Но, посмотрев на трясущегося Микуни, я решил отложить вопрос с ластами до лучших времен. Вряд ли он сейчас способен осознать все достоинства изобретения. Поэтому я выдал золотарю указ о присвоении ранга Главного сантехника двора моего императорского величества и отпустил домой. Указ оградит Микуни от любых нападок за упущенного пленника, да и нормальный водопровод с туалетом в моих покоях появится, надеюсь, побыстрее. Надоело ходить в средневековые ватерклозеты — хоть и обшиты панелями из дорогих сортов лиственницы, снабжены расписными перегородками сёдзи, но запашок… А эти переносные туалеты?.. Когда я первый раз увидел компактные кабины с выдвижными деревянными ящиками, меня аж передернуло. Ну как прикажешь освобождать свой кишечник в лоток, посыпанный песком или хвоей? Я кошка, что ли?
Стиль жизни императорского двора все больше и больше меня раздражал.

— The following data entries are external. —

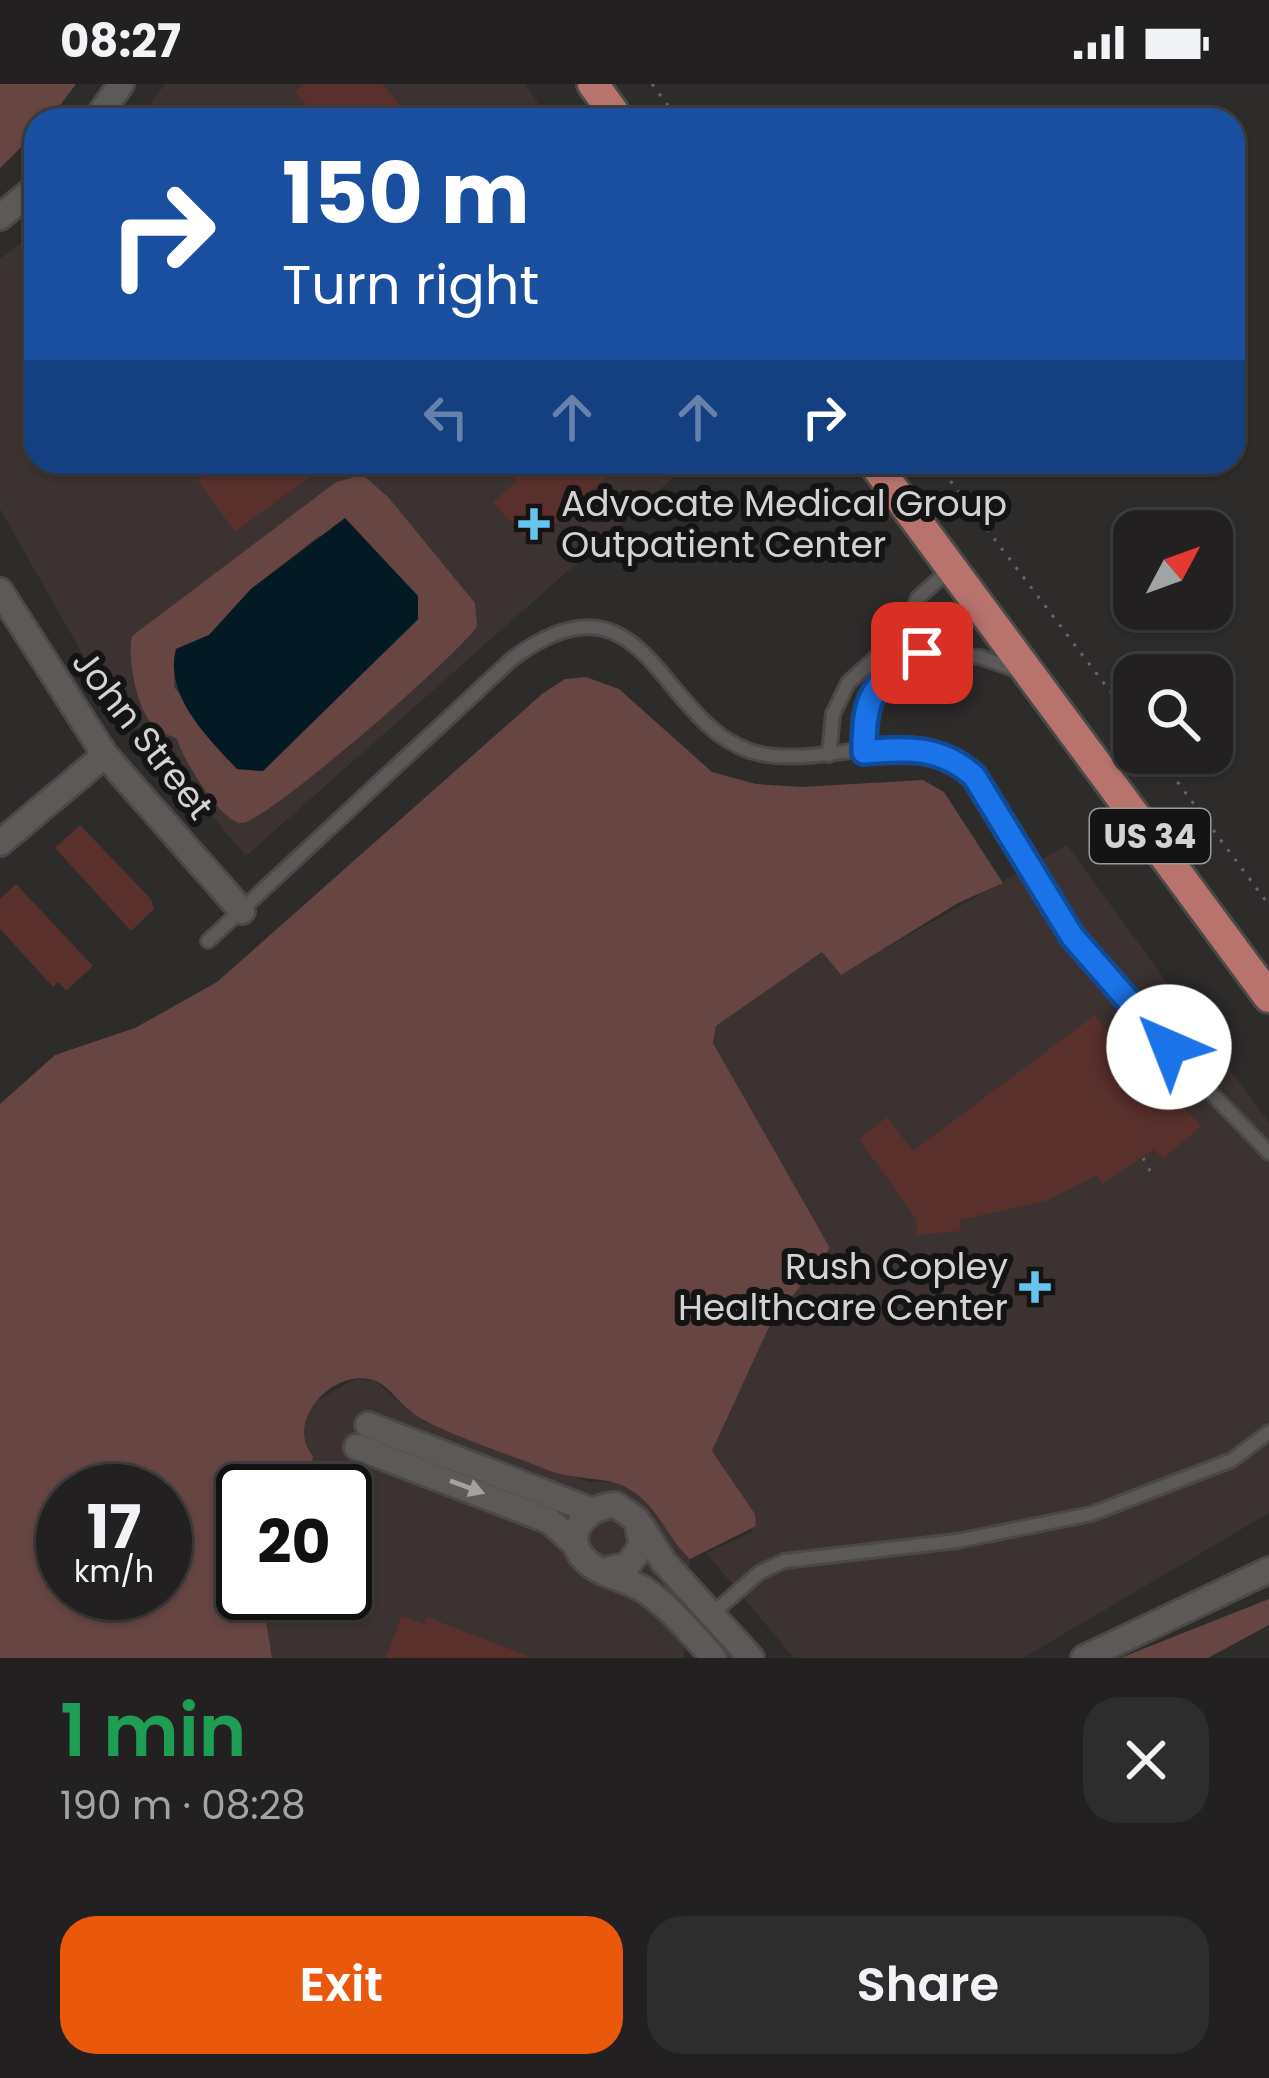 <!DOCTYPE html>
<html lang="en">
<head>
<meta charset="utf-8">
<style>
  body { margin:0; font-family:Poppins,sans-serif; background:#2e2d2d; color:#f1f3f6; height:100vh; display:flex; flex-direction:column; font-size:45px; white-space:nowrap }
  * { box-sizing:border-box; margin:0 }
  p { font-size:39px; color:#a2a3a5 }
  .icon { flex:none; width:66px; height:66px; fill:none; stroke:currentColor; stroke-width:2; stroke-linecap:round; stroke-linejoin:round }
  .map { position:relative; height:1574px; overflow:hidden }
  .sheet { display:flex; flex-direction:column; background:#222020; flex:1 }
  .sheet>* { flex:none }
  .hud { position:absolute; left:24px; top:24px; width:1221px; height:366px; border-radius:36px; box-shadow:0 3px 9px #0004,0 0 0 3px #3f3e3e; background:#1a4fa0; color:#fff; overflow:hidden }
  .needle { width:78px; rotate:49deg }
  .tools { position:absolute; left:1113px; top:426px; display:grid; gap:24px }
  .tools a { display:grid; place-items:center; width:120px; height:120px; border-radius:24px; background:#222020; box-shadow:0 3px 9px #0004,0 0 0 3px #3f3e3e; font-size:60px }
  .speed { position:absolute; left:36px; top:1380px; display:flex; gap:24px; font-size:60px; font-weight:700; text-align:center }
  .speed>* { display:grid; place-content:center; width:156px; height:156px; border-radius:50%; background:#222020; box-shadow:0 3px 9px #0004,0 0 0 3px #3f3e3e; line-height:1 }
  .speed small { font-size:30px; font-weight:400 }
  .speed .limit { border:6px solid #111; border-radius:18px; background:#fff; color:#111 }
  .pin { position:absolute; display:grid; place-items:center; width:102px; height:102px; color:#fff; margin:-51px; border-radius:24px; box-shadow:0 6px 18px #0006 }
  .me { position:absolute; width:132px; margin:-66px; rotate:316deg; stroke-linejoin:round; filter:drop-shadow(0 0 9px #0008) }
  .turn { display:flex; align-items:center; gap:42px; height:252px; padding:0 60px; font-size:54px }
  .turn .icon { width:156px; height:156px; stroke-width:2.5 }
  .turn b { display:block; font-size:84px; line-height:102px }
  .lanes { display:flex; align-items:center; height:114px; padding:0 60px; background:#0003; justify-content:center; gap:60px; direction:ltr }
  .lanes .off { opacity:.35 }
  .round { display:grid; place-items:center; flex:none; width:126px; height:126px; border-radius:36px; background:#2e2d2d }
  .summary { display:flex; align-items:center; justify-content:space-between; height:204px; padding:0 60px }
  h1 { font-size:72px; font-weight:600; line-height:90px; color:#1e9e55 }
  .primary-button { display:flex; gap:24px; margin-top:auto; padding:24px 60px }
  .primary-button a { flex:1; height:138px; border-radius:36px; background:#ea580c; color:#fff; font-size:48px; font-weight:600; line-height:138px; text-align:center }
  .primary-button a+a { background:#2e2d2d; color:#f1f3f6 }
  .status { display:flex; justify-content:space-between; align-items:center; height:84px; padding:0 60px; background:#222020; direction:ltr }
  .status svg { height:33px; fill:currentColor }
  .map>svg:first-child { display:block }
  .built { fill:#3c3231 }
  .green { fill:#664542; fill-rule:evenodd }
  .water { fill:#031a24 }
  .building { fill:#59302c }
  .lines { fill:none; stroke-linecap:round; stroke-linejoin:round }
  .lane-casing { stroke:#4b4948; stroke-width:18 }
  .street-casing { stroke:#4b4948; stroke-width:30 }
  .primary-casing { stroke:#4b4948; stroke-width:36 }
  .path { stroke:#666464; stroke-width:3; stroke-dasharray:3 9; stroke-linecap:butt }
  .lane { stroke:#5c5958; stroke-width:12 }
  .street { stroke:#5c5958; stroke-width:24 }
  .primary { stroke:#b8736d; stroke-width:30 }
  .oneway { fill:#a4a2a1 }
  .route-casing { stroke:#114b97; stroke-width:30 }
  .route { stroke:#1a73e8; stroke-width:21 }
  .poi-dot { fill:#66c4ef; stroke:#151414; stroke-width:4.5 }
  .labels { text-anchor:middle; stroke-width:12; stroke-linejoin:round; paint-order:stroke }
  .shield { fill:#151414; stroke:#9b9999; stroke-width:3 }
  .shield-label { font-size:33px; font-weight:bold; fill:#d4d2d2 }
  .poi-label { font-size:36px; fill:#d4d2d2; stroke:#151414; text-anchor:start }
  .street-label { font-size:36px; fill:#d4d2d2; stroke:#151414 }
</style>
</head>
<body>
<div class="status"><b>08:27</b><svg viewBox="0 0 49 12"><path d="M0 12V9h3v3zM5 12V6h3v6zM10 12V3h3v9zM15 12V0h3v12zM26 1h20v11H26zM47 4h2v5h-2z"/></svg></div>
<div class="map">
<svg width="1269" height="1574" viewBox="0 0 1269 1574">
  <rect width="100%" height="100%" fill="#2e2b2b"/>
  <path class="built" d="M165,0H525L550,36H138Z
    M36,147V378H691L246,772L99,599L0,425V175Z
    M1067,761L1269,1039V1429L1023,1574H794L706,1469L752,1448L755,1430L712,1367L770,1241L830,1164L713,959L716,942L822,868L840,890Z
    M356,1295L375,1297L410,1328L589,1398H618L644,1413L690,1475L684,1574H272L265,1529L272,1509H345V1407H308L313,1372L303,1361V1342L313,1318Z"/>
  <path class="green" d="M0,0H76L49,36H36V49L0,84Z
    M363,391L388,413L475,519L477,542C461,569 271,734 243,739C223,742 182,674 177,655C171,651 164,651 159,647C137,632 127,576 132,552L336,398ZM319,452L418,512V536L262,687L237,685L174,603L176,565L209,551L251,505Z
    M586,593L619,605L712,688L756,700L801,703L923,696L944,708L1003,799L958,819L841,891L822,868L716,942L713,959L830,1164L770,1241L712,1367L755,1430L756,1442L690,1475C665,1452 658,1419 624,1402C606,1393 570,1396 545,1385C510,1370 437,1348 410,1327C398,1318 390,1303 376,1297C335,1281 283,1337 313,1372L308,1407H243V1509H272L265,1530L272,1574H0V1020L55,971L135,944L217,898L542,610L565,595ZM63,1407H165V1509H63Z
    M1269,1515V1541L1208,1574H1120Z"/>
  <path class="water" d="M345,434L418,512V535L263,687L237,685C206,652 164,611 176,565L209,551L251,505Z"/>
  <path class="building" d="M304,0H383L411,36H322L294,8Z
    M216,378H329L235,448L198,397Z
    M499,378H623L532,461L493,418L517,397Z
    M80,741L151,815L154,825L131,847L55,764Z
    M16,800L93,882L66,907L58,898L53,903L0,845V815Z
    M1095,931L1156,1015L1167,1006L1201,1042L1163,1075L1154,1065L1102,1100L1097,1091L1046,1117L960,1136L961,1147L916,1151L917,1136L859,1055L887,1033L913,1067Z
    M401,1532L425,1540L427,1533L533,1574H386Z"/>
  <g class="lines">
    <defs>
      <path id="lane" d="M864,668C864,608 873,601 922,569L980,573L1020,587
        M829,671L833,630L848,599L904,548L918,514L951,484
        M208,857L512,575C646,476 658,637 750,667C818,689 906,636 965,684C1009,721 1037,804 1072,853C1129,932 1203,998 1269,1069
        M712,1530L759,1489L784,1477L957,1457L1091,1430L1232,1376L1269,1348"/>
      <path id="street" d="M96,36L121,0
        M0,133L36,103
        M0,507L105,671L242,827
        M0,759L105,671
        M368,1341L590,1426
        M357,1363L550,1437L576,1461
        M642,1443L663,1477L751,1574
        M603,1487L628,1481L642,1461L637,1436L616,1421C587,1421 559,1452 586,1477C602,1492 628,1495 646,1507C672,1525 693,1551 714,1574
        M1084,1574L1269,1486"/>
      <path id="primary" d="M593,0L619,36
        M873,378L1269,913"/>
    </defs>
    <use href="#lane" class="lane-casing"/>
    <use href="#street" class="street-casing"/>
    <use href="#primary" class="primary-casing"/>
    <path class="path" d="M652,0L679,36
      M172,378L183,392
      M201,378L207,385
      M936,378L1134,639
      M1156,669L1269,821
      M1143,1074L1150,1087"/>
    <use href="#lane" class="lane"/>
    <use href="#street" class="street"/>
    <use href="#primary" class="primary"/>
  </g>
  <defs><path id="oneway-solid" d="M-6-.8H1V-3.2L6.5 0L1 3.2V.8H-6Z" transform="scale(3)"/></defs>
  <use class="oneway" href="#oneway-solid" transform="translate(467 1403) rotate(20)"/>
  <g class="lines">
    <defs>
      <path id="route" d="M922,569C873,601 864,608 864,668C907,664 940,662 974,692L1072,852L1169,963"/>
    </defs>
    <use href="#route" class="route-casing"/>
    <use href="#route" class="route"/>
  </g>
  <g class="poi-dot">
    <path d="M528 422h12v12h12v12h-12v12h-12v-12h-12v-12h12z"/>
    <path d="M1029 1185h12v12h12v12h-12v12h-12v-12h-12v-12h12z"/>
  </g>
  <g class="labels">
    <rect class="shield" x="1090" y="725" width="120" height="54" rx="9"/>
    <g class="shield-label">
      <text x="1150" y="764">US 34</text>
    </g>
    <g class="poi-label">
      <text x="561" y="432">Advocate Medical Group<tspan x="561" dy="41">Outpatient Center</tspan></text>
      <text x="1008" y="1195" text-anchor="end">Rush Copley<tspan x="1008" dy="41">Healthcare Center</tspan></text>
    </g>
    <g class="street-label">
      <text transform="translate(143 650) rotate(52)" y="13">John Street</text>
    </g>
  </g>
</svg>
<div class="tools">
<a><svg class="needle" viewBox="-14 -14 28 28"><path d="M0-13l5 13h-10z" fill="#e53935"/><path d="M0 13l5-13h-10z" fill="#a2a3a5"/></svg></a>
<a><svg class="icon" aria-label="search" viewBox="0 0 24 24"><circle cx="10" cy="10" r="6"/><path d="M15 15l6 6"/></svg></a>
</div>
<div class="speed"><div>17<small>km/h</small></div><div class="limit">20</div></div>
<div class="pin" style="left:922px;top:569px;background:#d93025"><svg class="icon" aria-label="arrive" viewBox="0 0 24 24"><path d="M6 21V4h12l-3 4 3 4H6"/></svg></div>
<svg class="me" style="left:1169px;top:963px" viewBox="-20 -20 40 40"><circle r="19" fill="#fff"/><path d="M0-13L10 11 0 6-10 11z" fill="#1a73e8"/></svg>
<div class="hud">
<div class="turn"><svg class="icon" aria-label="right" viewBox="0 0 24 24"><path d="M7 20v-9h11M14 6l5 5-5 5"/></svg><div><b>150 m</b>Turn right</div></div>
<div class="lanes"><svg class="icon off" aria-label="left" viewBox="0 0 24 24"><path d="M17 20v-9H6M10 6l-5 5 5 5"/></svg><svg class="icon off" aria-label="ahead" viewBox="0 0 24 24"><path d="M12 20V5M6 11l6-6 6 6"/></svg><svg class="icon off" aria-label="ahead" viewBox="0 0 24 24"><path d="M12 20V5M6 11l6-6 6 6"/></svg><svg class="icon" aria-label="right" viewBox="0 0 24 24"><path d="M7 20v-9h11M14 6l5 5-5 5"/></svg></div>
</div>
</div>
<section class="sheet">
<div class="summary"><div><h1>1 min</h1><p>190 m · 08:28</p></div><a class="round"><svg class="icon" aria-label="close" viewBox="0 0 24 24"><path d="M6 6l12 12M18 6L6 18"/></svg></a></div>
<div class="primary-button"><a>Exit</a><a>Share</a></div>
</section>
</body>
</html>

Постоянно вокруг тебя крутится армия аристократов, чиновников, высших жрецов. Просыпаешься — рядом уже сидит и кланяется дежурный камергер косё. Он тут же кричит: «Мо-о-о!» Это команда слугам начинать приготовление. Челядь вбегает, разворачивает меховой ковер, на него ставят таз с теплой водой, полотенцами… После посещения «кабинета задумчивости» и умывания меня облачают в парадное кимоно.
В первый же день после коронации мне пришлось выдержать целую битву с Аютигатой Саи за право одеваться как обычный самурай. Императору на людях полагается носить исключительно церемониальный костюм. Это длинные шаровары нагабаками, которые полностью скрывают ступни и волочатся вслед за ногами. Плюс широкая парадная накидка катагина с очень длинными рукавами, которые касаются пола. Не стоит забывать и о тяжелой ритуальной шапке китайского образца. Очевидно, что нормально существовать в подобной одежде невозможно, так что пришлось вернуться к кимоно.
Новый возглас «Мо-о-о!» — император идет на женскую половину. Тотоми еще не приехала, но это не значит, что покои пустуют. Тут обитают двадцать две фрейлины девяти различных рангов. Они выстраиваются в линию и отдают общий поклон. Пока я почитаю предков у семейного алтаря, воскуриваю ароматические палочки и молюсь, девушки стреляют в меня глазками, шуршат веерами и перешептываются. Церемония собурэ (общий сбор) заканчивается, и меня опять ждет мужская половина. Здесь уже сидят два косё. Они начинают меня брить и укладывать волосы в косичку. А я тем временем завтракаю. Бобовый бульон, мисо, рис, жареная рыба. На последнем опять настоял я — ностальгия дает о себе знать, так что приходится спасаться корюшкой, сайрой и угрем. Первые коровы уже добрались до Тибы, но бифштексов средней и малой прожарки ждать еще долго. До тех пор пока половина верующих в Японии принадлежит различным буддийским течениям, даже заикаться о мясе нельзя.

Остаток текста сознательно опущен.